Saturday, November 17, 2018

How Marketing 3.0 Has Redefined Objectives


An Austin technology entrepreneur, Ryan Wuerch engages as CEO and chairman of the Dosh app, which rewards people for digitally purchasing items through cash back to individual bank accounts. Ryan Wuerch recently posted a company blog article on the topic “Why We Don’t Have Relationships with Brands Anymore.” 

The background is a dramatic shift in how consumers relate with brands, with the product-focused Marketing 1.0 giving way to the targeted, data-informed and consumer-focused strategies of Marketing 2.0. 

The emerging Marketing 3.0 paradigm is described as “values-focused,” with an emphasis on the concept that the client inhabits a complex and changing world in which brand preferences reflect shifting needs, finances, and relationships with products. 

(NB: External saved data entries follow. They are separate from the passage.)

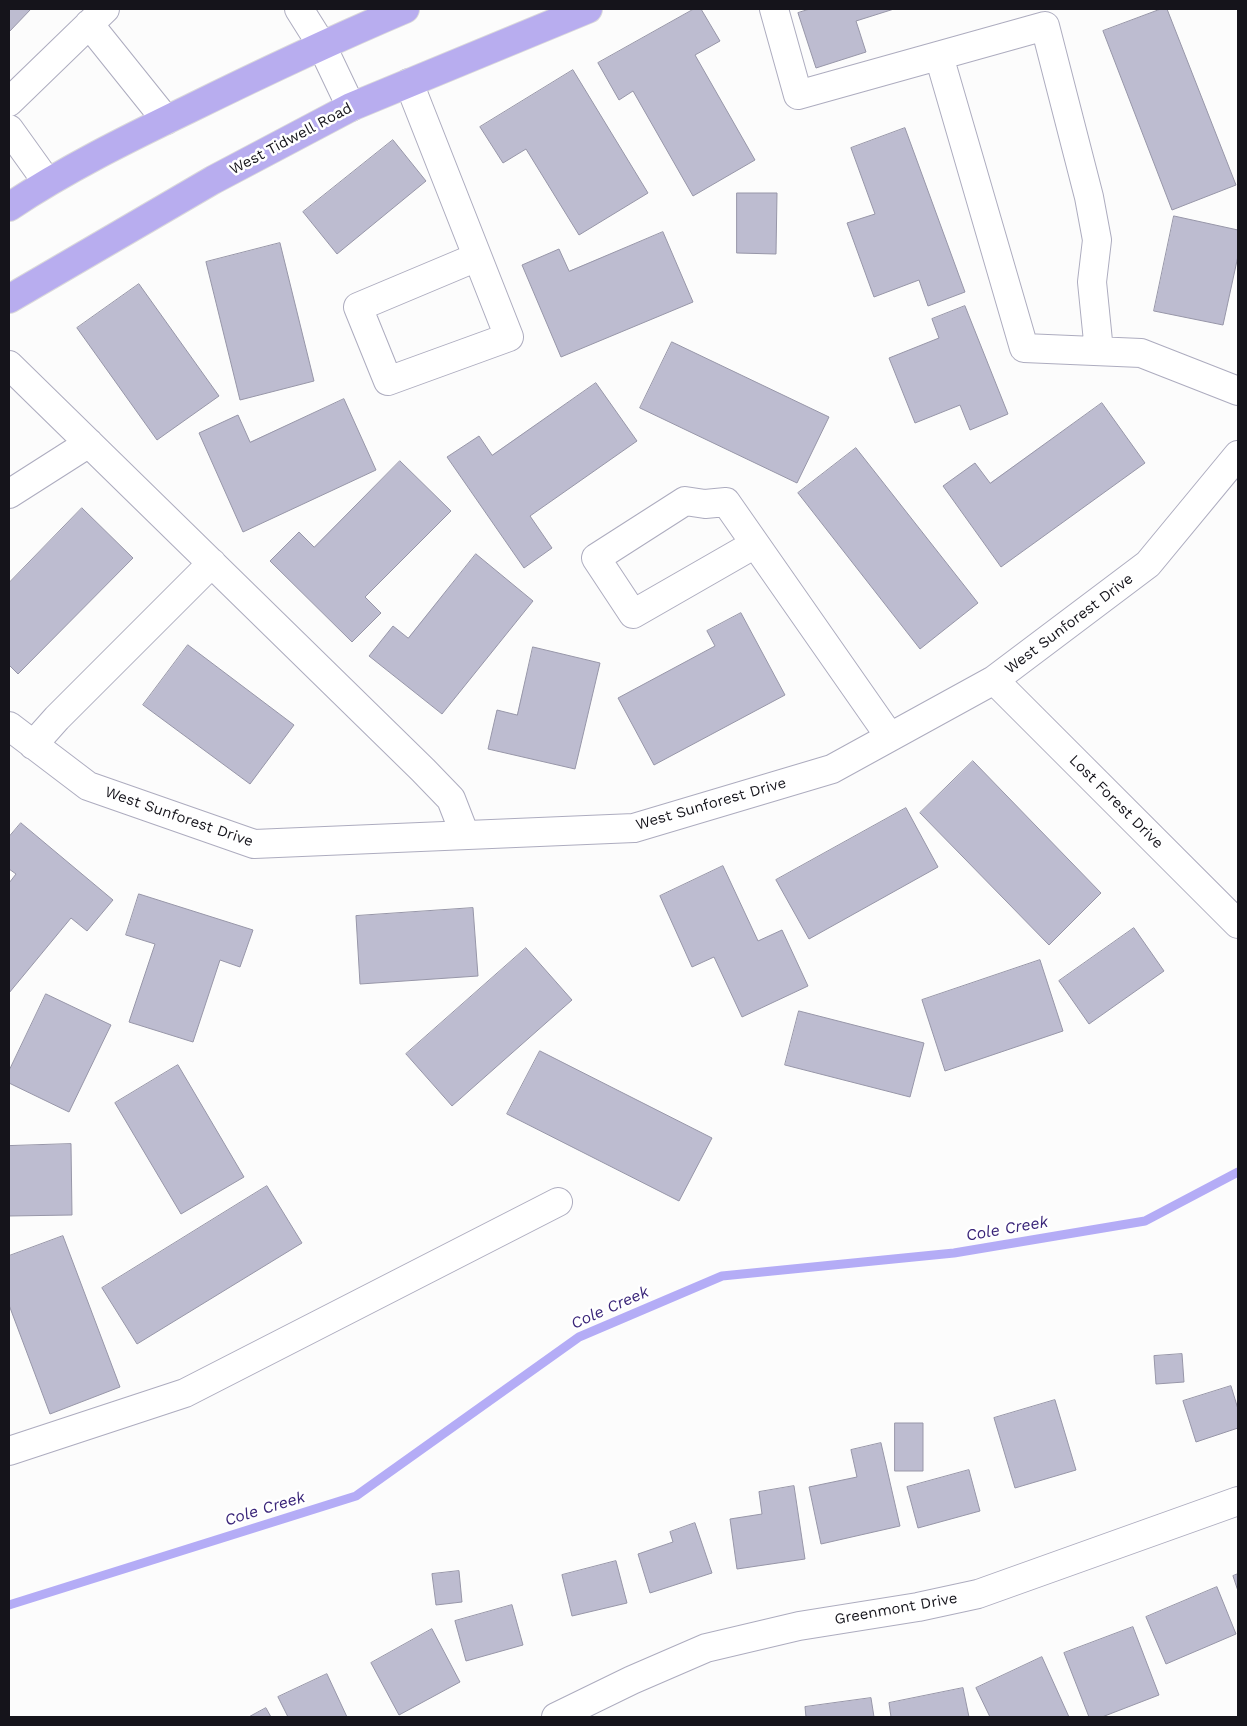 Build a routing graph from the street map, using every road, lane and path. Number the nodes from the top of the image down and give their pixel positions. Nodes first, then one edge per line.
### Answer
1 (299, 9) edge
2 (405, 9) edge
3 (588, 9) edge
4 (774, 9) edge
5 (97, 17) edge
6 (320, 44) junction
7 (939, 56) junction
8 (408, 83) junction
9 (9, 102) edge
10 (352, 107) junction
11 (166, 120) junction
12 (9, 129) edge
13 (47, 182) junction
14 (9, 207) edge
15 (477, 256) junction
16 (9, 299) edge
17 (1099, 351) junction
18 (9, 365) edge
19 (1238, 391) edge
20 (89, 443) junction
21 (1238, 455) edge
22 (9, 494) edge
23 (755, 544) junction
24 (212, 563) junction
25 (994, 680) junction
26 (9, 726) edge
27 (890, 737) junction
28 (33, 745) junction
29 (466, 836) junction
30 (1238, 924) edge
31 (558, 1202) dead end
32 (9, 1451) edge
33 (1238, 1500) edge
34 (556, 1717) edge

1 - 6 street
2 - 6 main road
3 - 8 main road, West Tidwell Road
4 - 7 street
5 - 9 street
5 - 11 street
6 - 10 street
6 - 11 main road
7 - 17 street
7 - 17 street
8 - 10 main road, West Tidwell Road
8 - 15 street
10 - 16 main road, West Tidwell Road
11 - 13 main road
12 - 13 street
13 - 14 main road
15 - 15 street
17 - 19 street
18 - 20 street
20 - 22 street
20 - 24 street
21 - 25 street, West Sunforest Drive
23 - 23 street
23 - 27 street
24 - 28 street
24 - 29 street
25 - 27 street, West Sunforest Drive
25 - 30 street, Lost Forest Drive
26 - 28 street, West Sunforest Drive
27 - 29 street, West Sunforest Drive
28 - 29 street, West Sunforest Drive
31 - 32 street
33 - 34 street, Greenmont Drive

In many cases, this involves doing away with engrained barriers. For example, Lyft has expanded by minimizing traditional taxi driver/passenger distinctions and emphasizing a human, peer-to-peer “friend/friend” experience. Similarly, Starbucks has ubiquitously expanded through understanding that customers are not simply product consumers. 

Through pursuing omnichannel strategies, Starbucks has been able to engage customers holistically and enrich their lives in personal ways, including through social responsibility channels that reach them emotionally. Data has transitioned from being a way of targeting products to specific demographics to one of integrating products and corresponding values within a person’s daily life.